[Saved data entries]
::::::::::
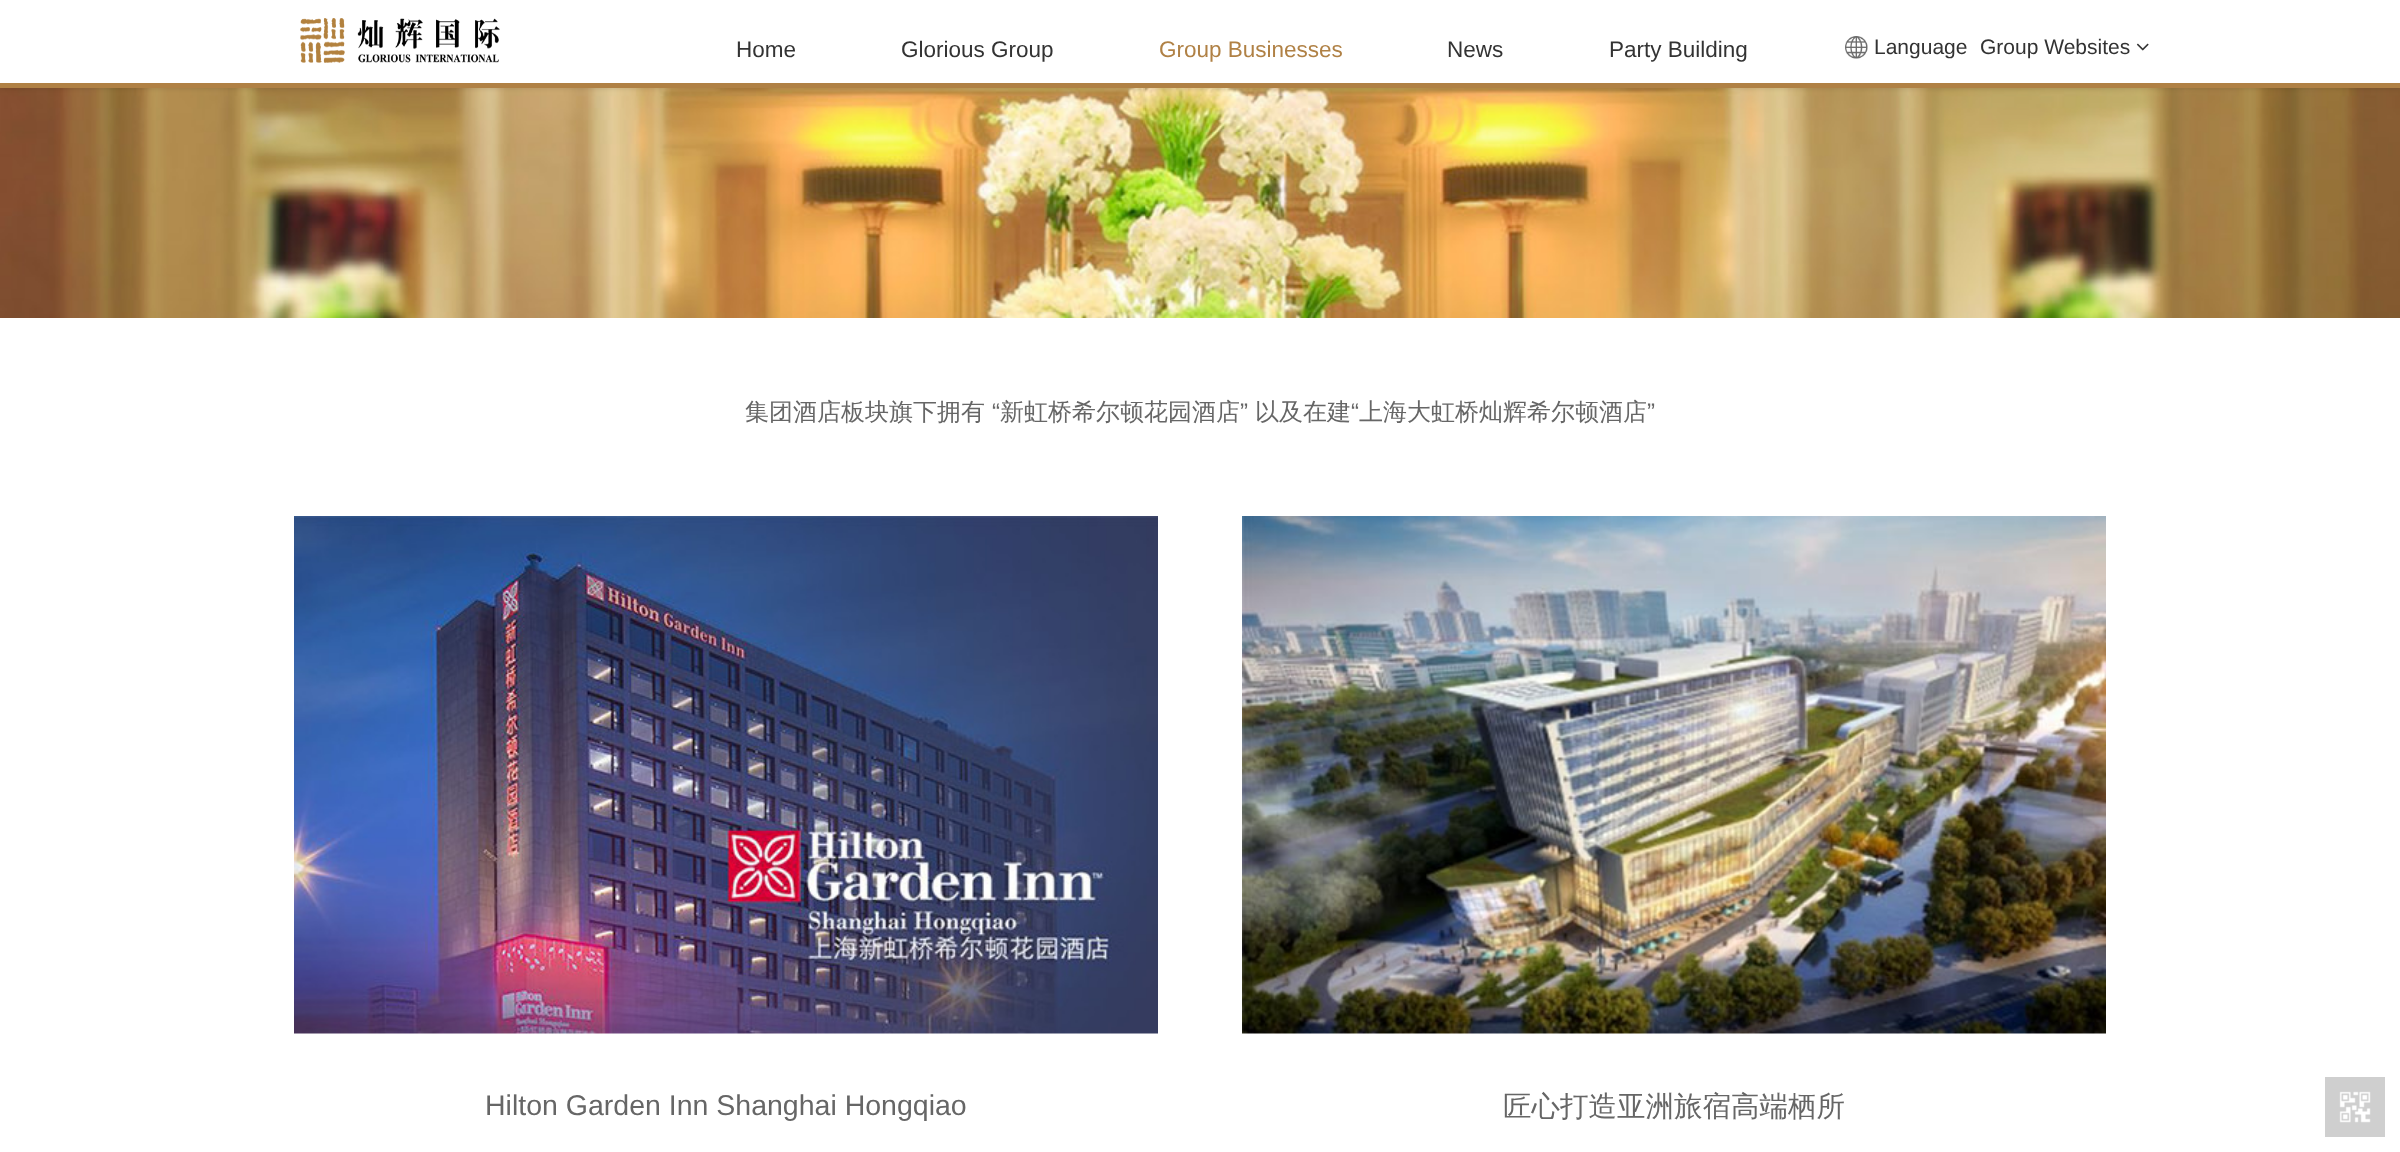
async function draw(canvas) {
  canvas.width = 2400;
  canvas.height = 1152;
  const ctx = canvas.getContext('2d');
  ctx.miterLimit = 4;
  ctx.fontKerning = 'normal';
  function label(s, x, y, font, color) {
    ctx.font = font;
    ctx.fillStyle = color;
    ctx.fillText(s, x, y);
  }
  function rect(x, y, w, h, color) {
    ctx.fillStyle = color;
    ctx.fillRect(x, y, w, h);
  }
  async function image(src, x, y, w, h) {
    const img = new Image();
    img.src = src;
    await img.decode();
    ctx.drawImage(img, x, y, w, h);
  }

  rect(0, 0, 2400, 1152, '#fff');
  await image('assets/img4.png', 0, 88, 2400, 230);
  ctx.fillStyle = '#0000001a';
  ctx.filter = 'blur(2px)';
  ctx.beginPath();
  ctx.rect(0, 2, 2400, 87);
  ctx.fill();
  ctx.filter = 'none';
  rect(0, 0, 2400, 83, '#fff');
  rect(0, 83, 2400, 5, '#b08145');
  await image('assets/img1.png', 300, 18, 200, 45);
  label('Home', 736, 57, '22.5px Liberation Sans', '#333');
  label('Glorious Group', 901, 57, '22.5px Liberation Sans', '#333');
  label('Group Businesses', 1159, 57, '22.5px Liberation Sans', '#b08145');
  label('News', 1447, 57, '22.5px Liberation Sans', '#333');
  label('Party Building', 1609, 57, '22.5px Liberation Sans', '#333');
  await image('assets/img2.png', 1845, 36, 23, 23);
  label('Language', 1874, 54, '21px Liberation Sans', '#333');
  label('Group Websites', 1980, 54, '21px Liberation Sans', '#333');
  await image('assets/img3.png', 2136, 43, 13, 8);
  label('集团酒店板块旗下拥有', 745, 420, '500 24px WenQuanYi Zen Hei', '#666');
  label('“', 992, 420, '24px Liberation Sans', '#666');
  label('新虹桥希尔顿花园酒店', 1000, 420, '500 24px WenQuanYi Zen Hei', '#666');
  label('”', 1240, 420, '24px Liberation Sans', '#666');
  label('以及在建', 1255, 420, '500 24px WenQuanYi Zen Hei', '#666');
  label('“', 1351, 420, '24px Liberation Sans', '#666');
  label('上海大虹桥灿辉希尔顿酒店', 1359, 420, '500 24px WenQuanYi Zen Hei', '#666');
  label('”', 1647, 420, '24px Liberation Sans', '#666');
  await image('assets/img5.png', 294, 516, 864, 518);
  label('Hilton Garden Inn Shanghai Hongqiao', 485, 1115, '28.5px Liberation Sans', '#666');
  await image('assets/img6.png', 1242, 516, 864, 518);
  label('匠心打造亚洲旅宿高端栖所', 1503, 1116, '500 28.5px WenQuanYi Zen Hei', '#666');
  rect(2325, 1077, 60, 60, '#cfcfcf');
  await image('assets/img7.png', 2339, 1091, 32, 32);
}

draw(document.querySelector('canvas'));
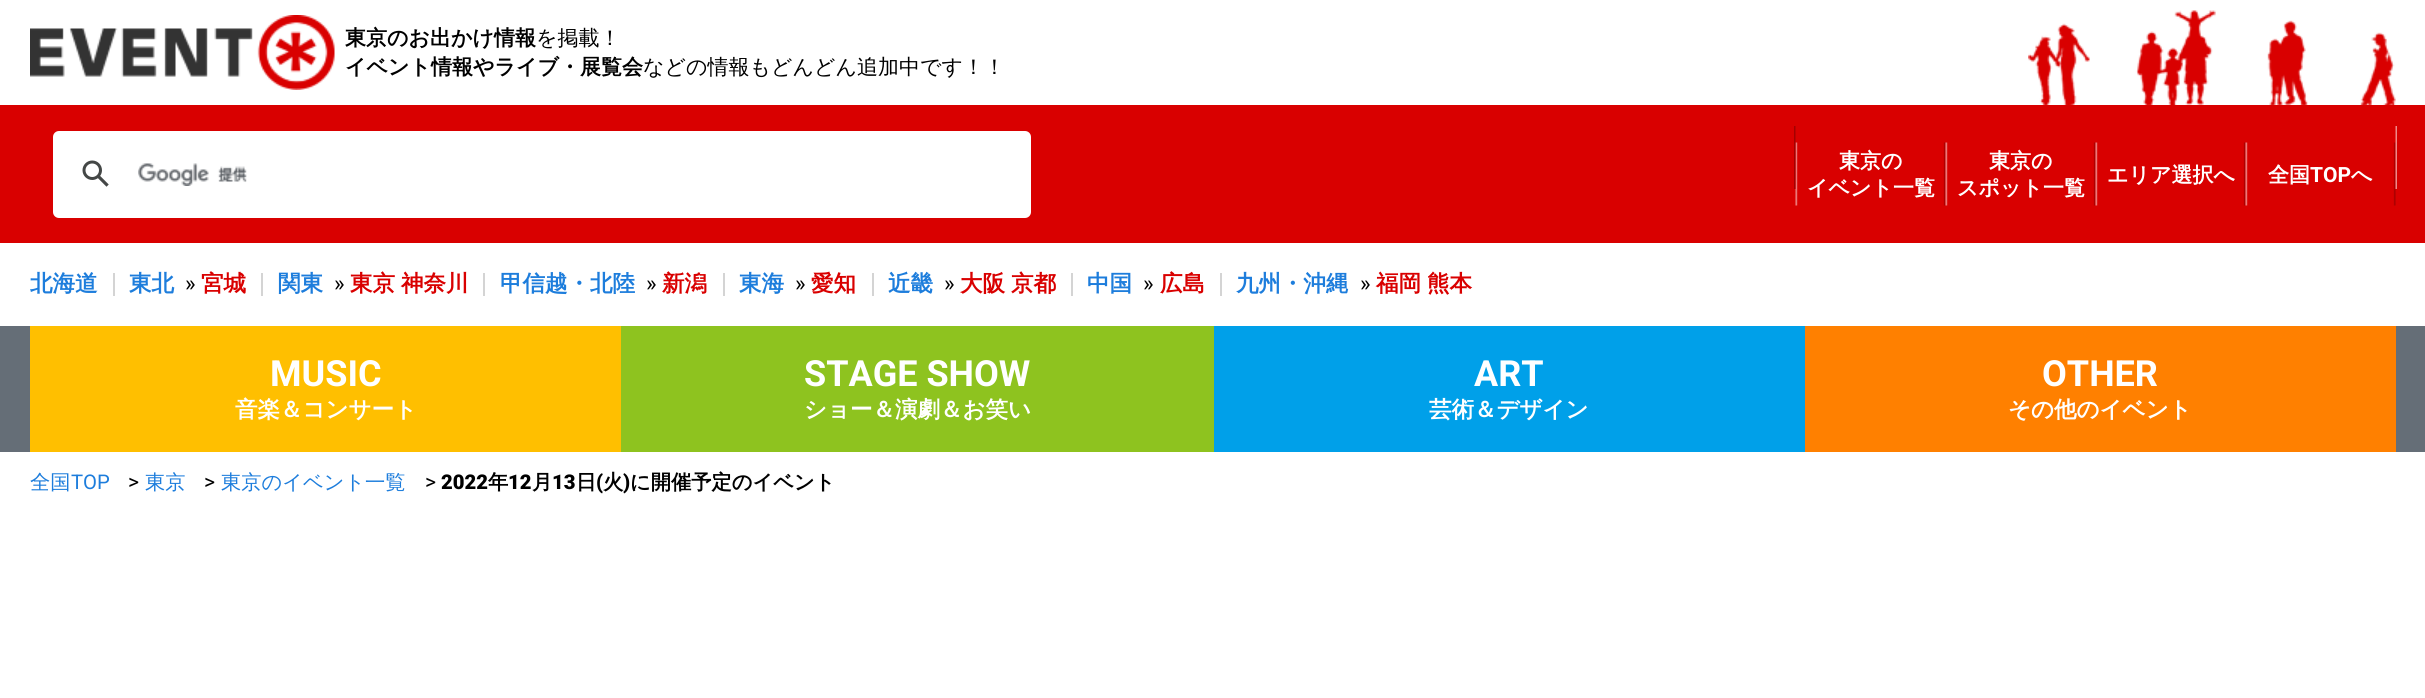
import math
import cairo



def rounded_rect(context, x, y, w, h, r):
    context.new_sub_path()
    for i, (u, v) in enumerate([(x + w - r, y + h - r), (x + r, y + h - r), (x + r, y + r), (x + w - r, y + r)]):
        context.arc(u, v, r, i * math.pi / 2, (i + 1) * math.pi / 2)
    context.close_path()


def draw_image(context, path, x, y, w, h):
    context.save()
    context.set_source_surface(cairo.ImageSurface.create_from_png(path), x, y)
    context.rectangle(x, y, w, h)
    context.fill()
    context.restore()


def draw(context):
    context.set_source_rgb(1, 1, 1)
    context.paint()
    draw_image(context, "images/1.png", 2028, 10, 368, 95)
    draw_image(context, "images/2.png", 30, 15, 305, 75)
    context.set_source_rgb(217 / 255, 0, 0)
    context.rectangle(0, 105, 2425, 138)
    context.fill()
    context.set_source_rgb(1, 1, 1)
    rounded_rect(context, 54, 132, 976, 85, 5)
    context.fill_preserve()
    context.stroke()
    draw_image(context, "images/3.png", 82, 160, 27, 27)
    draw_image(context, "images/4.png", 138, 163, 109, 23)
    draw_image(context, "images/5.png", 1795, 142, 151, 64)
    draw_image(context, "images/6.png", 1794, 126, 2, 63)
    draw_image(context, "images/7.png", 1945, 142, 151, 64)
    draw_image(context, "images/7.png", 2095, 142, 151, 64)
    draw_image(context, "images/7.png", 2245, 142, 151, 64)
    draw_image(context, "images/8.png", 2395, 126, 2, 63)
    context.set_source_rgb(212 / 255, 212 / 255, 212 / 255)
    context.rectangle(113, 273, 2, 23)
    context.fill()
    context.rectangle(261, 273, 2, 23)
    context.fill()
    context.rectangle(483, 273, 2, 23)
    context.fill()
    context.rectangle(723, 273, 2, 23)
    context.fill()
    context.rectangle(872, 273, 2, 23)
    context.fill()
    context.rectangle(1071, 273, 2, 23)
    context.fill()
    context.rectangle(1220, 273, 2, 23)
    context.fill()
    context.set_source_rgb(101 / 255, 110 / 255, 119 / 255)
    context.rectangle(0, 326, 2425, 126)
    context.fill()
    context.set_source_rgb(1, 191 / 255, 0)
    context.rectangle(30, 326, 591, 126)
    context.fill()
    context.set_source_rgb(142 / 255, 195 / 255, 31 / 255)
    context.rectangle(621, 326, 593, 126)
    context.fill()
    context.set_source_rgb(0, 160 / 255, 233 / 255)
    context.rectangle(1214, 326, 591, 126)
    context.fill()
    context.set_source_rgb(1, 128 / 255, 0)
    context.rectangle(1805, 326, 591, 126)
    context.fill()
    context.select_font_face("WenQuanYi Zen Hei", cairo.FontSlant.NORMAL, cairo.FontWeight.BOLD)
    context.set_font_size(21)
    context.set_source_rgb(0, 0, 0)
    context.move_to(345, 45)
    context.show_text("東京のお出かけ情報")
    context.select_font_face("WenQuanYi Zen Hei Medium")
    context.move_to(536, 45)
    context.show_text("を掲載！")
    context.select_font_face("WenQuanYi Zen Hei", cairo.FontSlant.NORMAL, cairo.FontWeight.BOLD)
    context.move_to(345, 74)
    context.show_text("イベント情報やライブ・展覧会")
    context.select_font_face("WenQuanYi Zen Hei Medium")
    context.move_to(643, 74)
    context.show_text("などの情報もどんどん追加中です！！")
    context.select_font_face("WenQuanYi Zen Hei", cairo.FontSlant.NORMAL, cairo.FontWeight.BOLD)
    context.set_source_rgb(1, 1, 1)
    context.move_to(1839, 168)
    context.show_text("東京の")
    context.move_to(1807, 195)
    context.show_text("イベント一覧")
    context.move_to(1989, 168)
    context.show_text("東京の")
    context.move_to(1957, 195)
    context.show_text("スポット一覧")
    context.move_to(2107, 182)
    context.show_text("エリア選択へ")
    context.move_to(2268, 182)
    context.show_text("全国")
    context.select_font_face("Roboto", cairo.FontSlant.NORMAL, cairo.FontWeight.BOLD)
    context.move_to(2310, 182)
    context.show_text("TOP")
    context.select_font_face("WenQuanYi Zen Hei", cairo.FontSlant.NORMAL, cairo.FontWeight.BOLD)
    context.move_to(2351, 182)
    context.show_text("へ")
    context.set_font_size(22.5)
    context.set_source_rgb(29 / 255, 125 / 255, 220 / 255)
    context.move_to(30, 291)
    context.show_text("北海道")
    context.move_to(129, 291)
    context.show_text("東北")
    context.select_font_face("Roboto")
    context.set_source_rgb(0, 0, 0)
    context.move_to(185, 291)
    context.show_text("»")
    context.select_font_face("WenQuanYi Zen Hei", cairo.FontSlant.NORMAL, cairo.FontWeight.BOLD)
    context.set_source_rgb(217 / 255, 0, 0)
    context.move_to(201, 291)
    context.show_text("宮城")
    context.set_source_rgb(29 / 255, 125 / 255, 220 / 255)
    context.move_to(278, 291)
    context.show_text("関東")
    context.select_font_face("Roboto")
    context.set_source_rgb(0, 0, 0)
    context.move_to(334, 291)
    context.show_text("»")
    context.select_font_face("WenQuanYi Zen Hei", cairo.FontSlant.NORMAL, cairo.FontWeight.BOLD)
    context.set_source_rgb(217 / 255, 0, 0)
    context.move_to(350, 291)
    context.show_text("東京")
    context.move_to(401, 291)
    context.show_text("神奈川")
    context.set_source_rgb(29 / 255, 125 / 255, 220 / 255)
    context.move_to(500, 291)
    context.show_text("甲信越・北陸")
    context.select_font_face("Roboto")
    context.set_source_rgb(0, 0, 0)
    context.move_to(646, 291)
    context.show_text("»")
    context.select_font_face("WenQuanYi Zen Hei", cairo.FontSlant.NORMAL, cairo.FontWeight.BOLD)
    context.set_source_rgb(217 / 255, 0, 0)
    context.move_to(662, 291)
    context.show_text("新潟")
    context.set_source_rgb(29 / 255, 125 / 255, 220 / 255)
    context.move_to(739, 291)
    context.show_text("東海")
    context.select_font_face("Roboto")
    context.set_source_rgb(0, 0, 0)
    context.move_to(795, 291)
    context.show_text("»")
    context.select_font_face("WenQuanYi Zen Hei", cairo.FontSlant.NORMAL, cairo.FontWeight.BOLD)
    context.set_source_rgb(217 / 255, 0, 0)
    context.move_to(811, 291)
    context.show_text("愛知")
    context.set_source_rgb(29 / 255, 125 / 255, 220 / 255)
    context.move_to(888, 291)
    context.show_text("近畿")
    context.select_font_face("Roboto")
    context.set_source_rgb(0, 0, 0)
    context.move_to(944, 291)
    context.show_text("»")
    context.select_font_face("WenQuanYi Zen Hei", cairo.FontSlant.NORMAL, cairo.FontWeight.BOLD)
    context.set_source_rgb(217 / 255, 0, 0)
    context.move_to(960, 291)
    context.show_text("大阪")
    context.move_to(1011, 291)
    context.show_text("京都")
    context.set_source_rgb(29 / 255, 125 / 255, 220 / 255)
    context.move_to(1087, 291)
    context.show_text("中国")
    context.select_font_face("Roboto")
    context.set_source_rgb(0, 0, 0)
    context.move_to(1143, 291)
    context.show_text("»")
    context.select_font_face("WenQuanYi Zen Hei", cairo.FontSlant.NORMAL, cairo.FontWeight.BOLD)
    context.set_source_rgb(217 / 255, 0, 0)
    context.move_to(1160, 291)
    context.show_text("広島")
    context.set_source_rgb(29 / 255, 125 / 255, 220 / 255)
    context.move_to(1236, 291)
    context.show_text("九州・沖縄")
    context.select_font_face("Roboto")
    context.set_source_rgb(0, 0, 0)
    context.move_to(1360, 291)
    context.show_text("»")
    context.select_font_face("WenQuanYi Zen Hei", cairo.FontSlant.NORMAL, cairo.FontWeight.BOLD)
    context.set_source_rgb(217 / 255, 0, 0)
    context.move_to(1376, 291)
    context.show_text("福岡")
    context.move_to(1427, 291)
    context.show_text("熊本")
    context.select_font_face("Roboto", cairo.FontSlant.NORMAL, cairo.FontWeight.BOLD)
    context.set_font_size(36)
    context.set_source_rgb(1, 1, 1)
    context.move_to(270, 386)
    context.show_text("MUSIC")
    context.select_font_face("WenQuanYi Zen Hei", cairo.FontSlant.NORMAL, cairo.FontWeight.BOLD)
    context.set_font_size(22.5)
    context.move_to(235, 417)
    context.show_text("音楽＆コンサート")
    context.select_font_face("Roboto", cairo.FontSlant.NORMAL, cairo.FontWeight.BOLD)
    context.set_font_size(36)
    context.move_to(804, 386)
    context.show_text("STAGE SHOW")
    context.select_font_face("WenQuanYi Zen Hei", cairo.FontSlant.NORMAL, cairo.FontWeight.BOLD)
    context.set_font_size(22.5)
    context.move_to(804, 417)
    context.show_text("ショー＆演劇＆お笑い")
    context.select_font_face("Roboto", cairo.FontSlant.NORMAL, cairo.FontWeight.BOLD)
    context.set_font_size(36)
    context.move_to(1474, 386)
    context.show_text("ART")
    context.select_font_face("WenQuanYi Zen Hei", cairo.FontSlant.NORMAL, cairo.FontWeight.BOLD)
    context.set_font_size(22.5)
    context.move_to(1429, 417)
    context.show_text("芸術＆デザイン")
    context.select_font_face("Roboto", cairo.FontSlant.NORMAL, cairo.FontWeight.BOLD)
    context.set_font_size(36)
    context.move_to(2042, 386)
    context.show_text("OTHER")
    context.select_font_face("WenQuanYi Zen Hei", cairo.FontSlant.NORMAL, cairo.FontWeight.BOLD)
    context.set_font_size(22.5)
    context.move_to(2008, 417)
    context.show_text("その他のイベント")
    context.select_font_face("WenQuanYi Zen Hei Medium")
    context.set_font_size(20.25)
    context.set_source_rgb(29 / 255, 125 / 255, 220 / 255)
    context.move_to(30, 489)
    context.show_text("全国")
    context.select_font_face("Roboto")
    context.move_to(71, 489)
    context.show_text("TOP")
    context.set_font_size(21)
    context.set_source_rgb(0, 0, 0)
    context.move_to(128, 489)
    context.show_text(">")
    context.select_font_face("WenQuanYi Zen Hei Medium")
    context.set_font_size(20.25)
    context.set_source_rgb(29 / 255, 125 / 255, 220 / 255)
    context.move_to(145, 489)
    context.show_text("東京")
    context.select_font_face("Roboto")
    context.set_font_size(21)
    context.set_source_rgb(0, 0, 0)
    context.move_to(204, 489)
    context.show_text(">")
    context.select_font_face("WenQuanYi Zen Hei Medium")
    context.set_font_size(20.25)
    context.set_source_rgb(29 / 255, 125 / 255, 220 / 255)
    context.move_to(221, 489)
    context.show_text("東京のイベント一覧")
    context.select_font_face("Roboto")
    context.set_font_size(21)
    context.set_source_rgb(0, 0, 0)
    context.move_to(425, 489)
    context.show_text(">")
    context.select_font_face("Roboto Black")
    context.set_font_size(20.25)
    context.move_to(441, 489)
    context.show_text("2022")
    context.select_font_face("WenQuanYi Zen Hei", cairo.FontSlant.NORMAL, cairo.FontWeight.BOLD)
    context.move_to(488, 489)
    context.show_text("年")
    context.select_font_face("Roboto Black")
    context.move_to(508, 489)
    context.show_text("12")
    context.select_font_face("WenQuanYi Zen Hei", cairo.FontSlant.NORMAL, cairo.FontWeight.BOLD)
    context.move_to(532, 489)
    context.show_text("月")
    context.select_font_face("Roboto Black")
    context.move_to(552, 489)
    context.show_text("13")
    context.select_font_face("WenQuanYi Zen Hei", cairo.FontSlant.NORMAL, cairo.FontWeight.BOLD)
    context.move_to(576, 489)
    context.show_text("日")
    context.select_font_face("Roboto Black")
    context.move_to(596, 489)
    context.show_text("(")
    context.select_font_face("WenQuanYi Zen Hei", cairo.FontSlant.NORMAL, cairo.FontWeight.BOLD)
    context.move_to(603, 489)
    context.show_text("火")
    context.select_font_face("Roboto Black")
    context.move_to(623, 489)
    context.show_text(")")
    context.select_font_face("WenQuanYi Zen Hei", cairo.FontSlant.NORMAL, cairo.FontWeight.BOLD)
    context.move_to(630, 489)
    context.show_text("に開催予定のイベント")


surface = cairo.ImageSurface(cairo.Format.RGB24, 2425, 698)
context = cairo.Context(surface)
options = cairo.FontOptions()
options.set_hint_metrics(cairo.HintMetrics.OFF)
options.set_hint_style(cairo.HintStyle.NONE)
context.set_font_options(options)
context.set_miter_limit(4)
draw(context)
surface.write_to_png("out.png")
::::::::::
◆ **EXERCISE INSTRUCTIONS**
Every line in the records above that contains the word "async" should be copied out.

◆ **SOLUTION FOR THIS PROBLEM**
async function draw(canvas) {
  async function image(src, x, y, w, h) {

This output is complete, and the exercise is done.